Task prompt:
Omitting every picture, copy the lines from the one that contains "pinky dip: (1209, 873)" through the last line of the records below, exactly and with nothing added.

Given data:
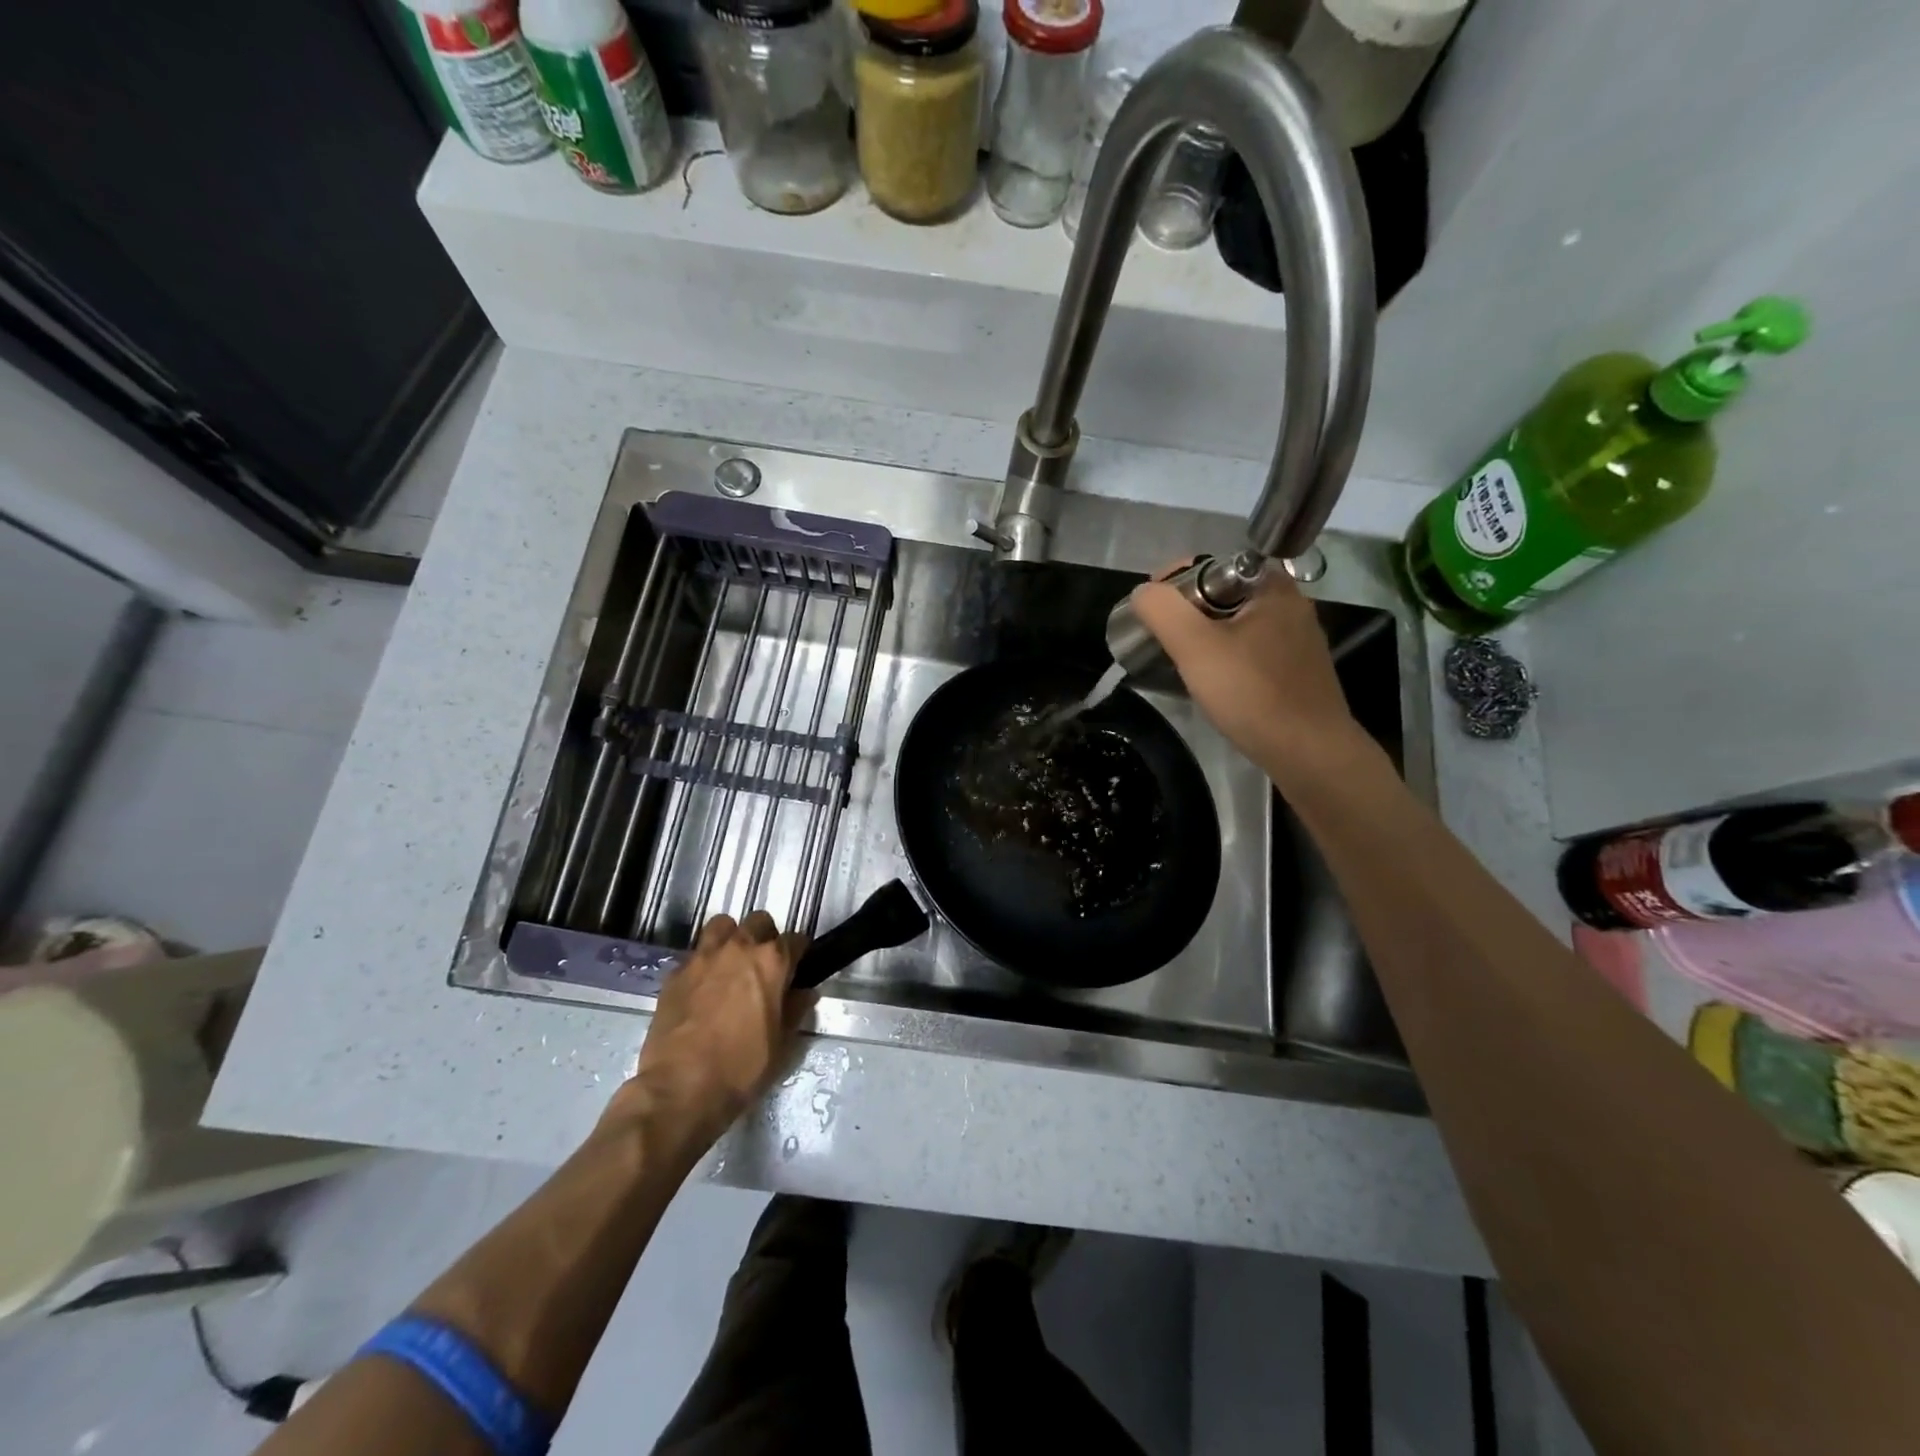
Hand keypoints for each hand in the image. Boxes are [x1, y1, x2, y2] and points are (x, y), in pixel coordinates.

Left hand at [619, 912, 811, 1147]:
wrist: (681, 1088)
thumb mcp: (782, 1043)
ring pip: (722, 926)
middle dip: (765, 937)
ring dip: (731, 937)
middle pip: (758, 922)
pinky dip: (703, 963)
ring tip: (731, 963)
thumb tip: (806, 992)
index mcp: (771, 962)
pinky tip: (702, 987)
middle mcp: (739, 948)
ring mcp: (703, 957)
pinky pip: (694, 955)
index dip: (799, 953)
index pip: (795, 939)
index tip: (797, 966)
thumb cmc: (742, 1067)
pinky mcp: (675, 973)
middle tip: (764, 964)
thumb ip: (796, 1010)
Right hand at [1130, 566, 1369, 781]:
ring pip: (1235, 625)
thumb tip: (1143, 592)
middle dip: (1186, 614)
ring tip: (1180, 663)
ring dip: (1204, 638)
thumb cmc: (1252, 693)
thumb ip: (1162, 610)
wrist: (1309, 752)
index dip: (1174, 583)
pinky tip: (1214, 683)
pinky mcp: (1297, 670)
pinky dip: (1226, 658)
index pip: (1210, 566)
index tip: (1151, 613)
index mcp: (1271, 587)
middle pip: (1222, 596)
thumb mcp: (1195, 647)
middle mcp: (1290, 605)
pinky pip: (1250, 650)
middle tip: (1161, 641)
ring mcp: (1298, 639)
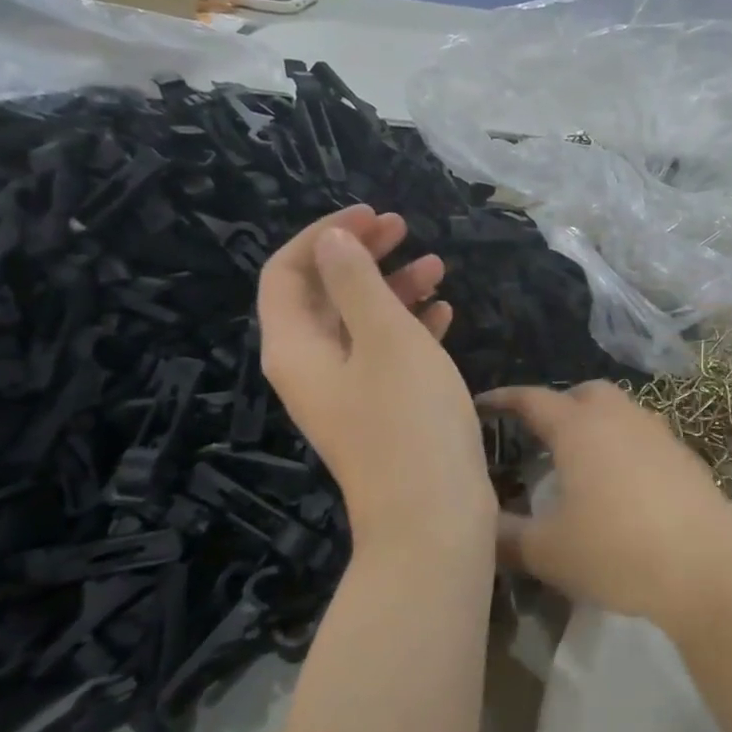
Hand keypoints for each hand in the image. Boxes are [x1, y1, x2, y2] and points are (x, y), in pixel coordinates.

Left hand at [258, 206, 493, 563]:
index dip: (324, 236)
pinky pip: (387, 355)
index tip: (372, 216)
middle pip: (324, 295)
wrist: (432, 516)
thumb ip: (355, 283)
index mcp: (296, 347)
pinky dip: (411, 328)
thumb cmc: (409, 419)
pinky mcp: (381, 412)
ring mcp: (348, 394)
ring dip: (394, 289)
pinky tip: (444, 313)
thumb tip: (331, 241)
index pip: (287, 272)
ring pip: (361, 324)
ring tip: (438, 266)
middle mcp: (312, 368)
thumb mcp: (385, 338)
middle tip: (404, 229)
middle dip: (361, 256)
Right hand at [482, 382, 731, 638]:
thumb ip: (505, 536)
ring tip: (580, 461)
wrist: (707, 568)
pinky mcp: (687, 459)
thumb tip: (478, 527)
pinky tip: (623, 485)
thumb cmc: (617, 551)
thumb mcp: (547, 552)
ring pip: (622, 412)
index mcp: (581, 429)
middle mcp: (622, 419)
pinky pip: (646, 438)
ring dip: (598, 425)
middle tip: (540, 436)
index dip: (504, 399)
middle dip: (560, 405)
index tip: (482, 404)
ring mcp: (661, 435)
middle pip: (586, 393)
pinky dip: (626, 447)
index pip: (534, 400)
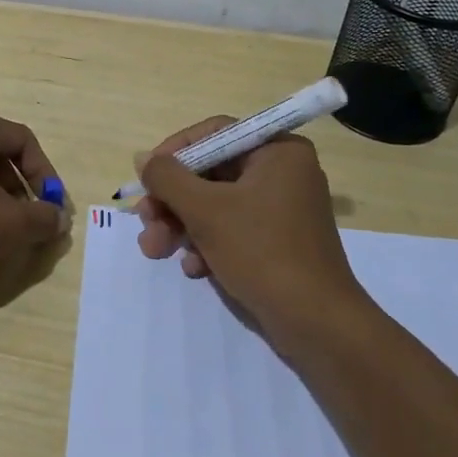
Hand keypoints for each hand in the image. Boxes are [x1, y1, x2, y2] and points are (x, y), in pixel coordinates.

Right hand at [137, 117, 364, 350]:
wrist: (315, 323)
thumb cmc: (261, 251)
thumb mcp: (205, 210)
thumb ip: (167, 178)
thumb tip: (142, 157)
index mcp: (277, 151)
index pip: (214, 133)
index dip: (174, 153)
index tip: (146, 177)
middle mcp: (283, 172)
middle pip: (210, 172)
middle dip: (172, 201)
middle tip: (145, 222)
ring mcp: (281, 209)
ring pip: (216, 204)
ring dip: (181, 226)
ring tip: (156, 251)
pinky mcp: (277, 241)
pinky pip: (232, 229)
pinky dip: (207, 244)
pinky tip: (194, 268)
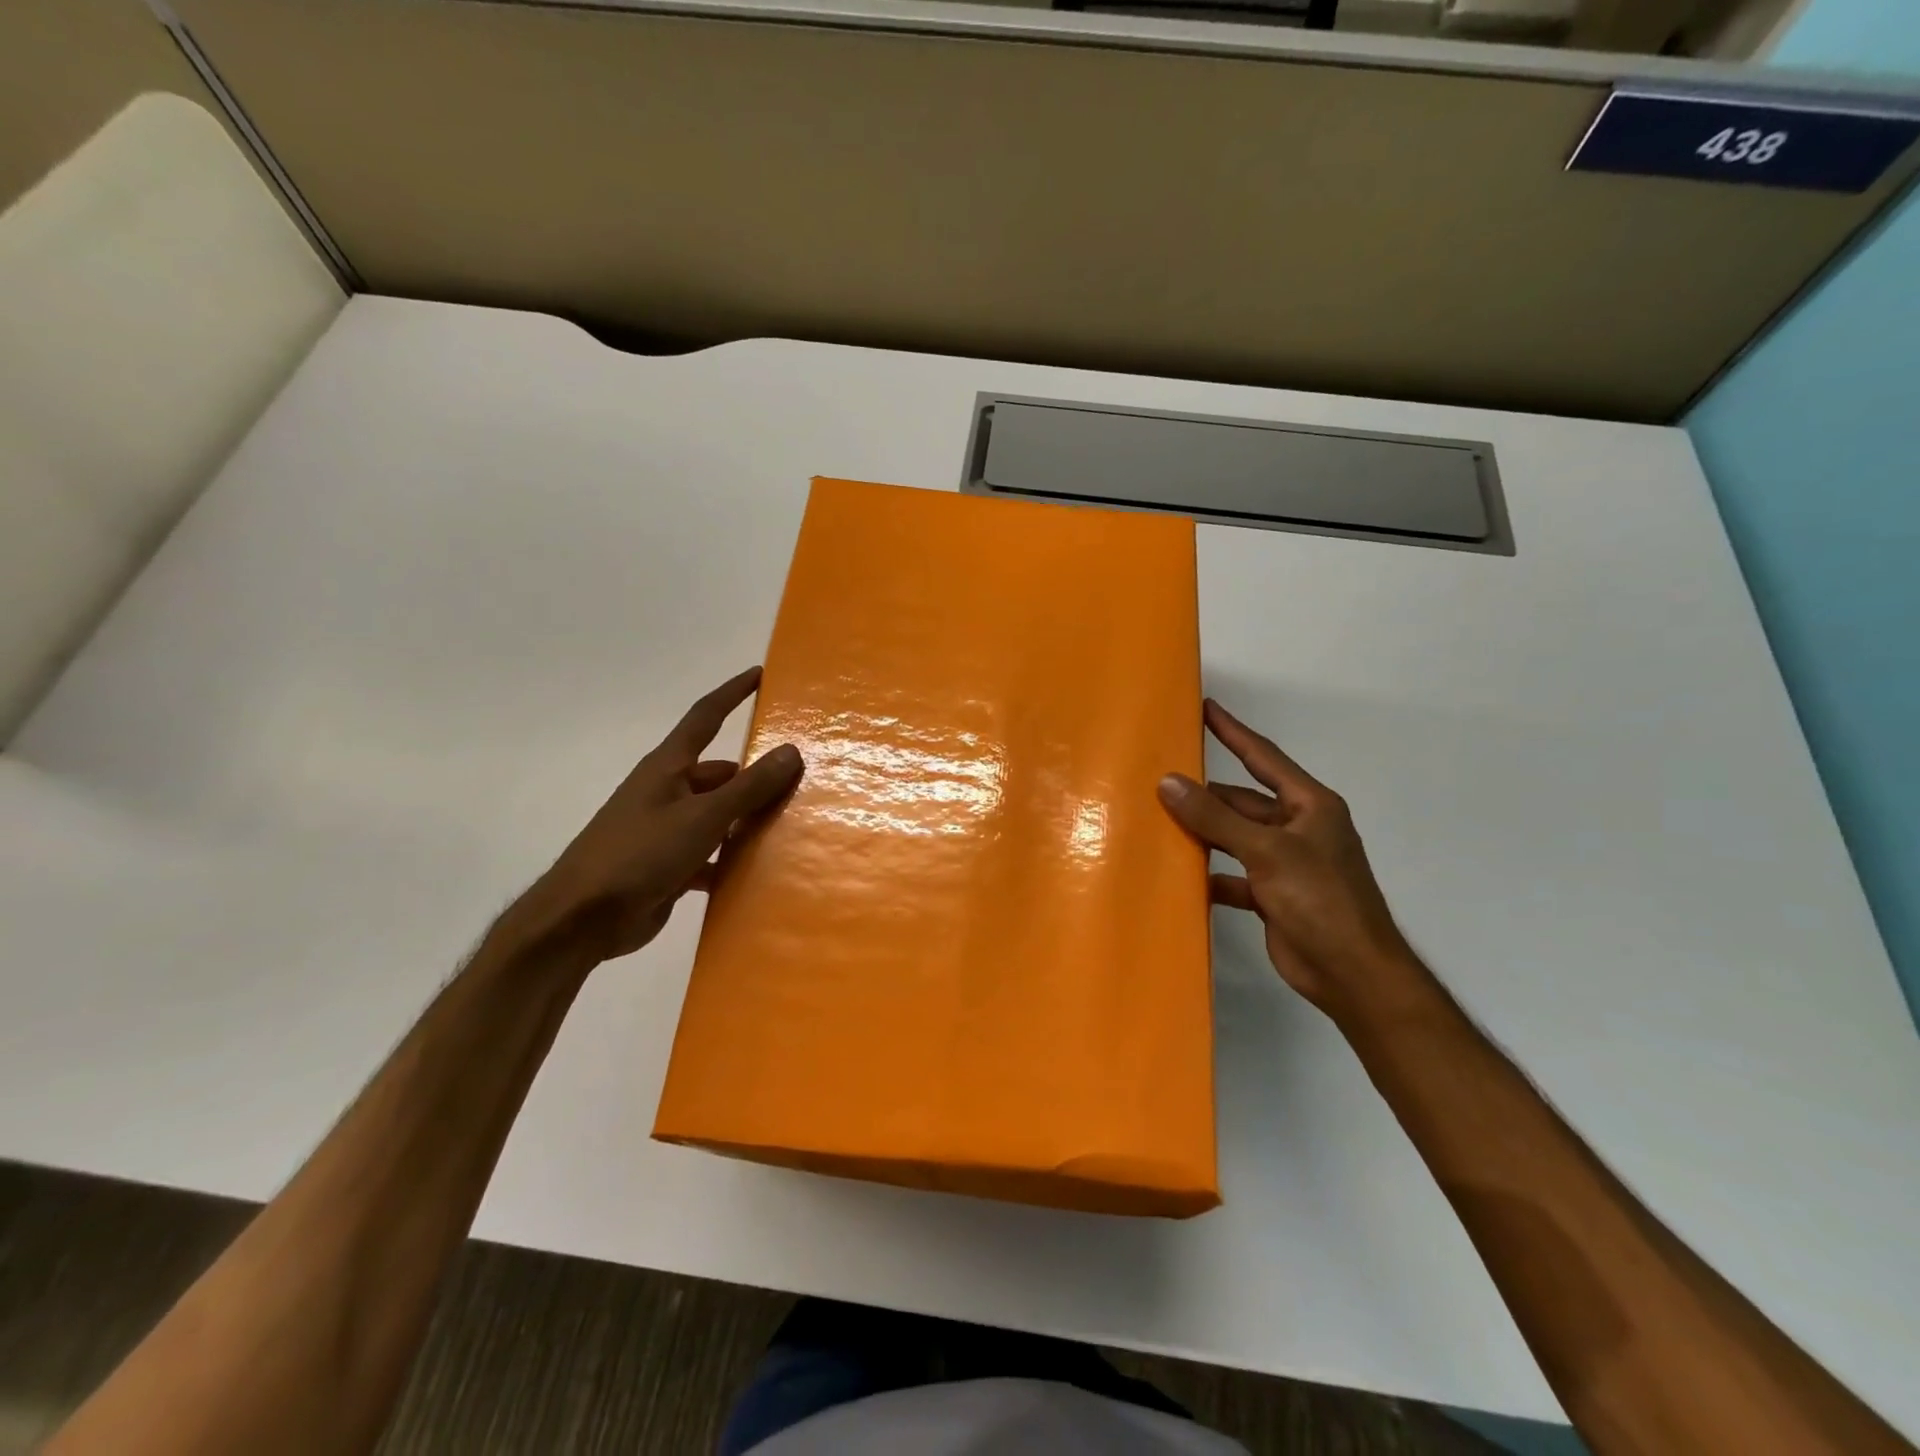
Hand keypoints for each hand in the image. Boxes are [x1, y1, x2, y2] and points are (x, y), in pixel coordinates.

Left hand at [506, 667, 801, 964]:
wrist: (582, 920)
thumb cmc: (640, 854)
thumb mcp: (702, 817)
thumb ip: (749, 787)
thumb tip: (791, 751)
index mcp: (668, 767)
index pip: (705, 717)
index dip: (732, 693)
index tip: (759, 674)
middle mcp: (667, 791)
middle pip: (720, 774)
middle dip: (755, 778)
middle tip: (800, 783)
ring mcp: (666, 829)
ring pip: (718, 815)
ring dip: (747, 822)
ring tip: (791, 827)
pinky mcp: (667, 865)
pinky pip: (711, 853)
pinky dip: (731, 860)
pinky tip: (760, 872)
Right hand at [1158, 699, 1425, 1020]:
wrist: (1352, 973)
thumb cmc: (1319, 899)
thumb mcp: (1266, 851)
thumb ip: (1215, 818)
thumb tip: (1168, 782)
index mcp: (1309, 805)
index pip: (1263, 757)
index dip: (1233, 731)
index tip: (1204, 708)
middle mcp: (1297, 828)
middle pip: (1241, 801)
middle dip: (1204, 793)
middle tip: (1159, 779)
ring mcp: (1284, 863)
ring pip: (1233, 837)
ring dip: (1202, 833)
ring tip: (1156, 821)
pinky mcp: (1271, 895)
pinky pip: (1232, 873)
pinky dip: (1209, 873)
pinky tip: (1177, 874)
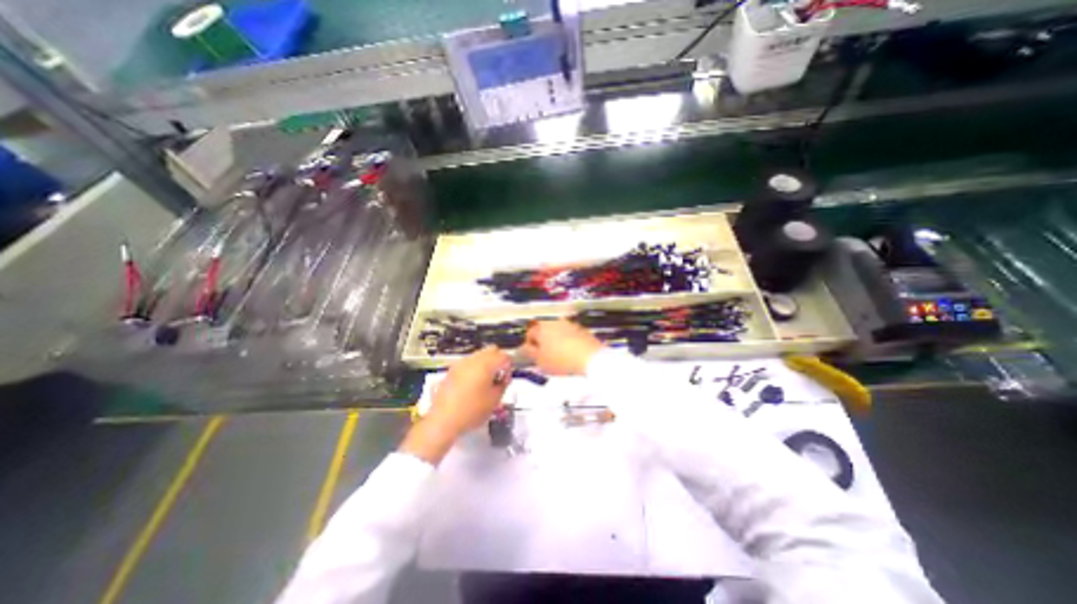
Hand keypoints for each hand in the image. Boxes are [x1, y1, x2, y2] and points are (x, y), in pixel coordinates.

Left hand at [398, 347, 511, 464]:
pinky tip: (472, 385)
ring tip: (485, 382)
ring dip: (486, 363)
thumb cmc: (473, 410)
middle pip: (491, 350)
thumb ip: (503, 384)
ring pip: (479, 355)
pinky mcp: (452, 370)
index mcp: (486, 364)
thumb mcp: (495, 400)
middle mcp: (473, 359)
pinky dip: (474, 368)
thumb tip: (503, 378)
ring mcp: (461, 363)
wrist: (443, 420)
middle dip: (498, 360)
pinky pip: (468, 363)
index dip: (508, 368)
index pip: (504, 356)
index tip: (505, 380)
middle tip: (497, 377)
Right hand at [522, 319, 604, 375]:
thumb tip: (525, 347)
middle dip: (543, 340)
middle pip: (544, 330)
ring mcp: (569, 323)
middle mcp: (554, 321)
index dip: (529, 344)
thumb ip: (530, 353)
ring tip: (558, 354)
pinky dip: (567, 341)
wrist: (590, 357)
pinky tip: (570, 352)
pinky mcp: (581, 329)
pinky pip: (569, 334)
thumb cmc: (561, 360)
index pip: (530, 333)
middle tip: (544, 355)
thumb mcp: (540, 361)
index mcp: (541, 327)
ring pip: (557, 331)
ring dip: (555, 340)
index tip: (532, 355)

Written answer:
pinky dip: (1209, 873)
pinky tip: (1177, 874)
Hand keypoints for each hand in the image. Boxes are [x1, y1, x2, y2] and points are (x, y), in pixel coordinates.

Left hand at [398, 347, 511, 464]:
pinky tip: (472, 385)
ring tip: (485, 382)
ring dip: (486, 363)
thumb cmc: (473, 410)
middle pip: (491, 350)
thumb ip: (503, 384)
ring pip: (479, 355)
pinky mcp: (452, 370)
index mcp: (486, 364)
thumb mcp: (495, 400)
middle mcp: (473, 359)
pinky dip: (474, 368)
thumb tip: (503, 378)
ring mcp: (461, 363)
wrist: (443, 420)
middle dip: (498, 360)
pinky pip: (468, 363)
index dip: (508, 368)
index pip: (504, 356)
index tip: (505, 380)
middle tip: (497, 377)
Right hand at [522, 319, 604, 375]:
thumb tip: (525, 347)
middle dip: (543, 340)
middle pip: (544, 330)
ring mcp: (569, 323)
middle mcp: (554, 321)
index dip: (529, 344)
thumb ip: (530, 353)
ring tip: (558, 354)
pinky dip: (567, 341)
wrist: (590, 357)
pinky tip: (570, 352)
pinky mcp: (581, 329)
pinky pip: (569, 334)
thumb cmc: (561, 360)
index pip: (530, 333)
middle tip: (544, 355)
thumb mcp: (540, 361)
index mcp: (541, 327)
ring pip: (557, 331)
ring dip: (555, 340)
index tip: (532, 355)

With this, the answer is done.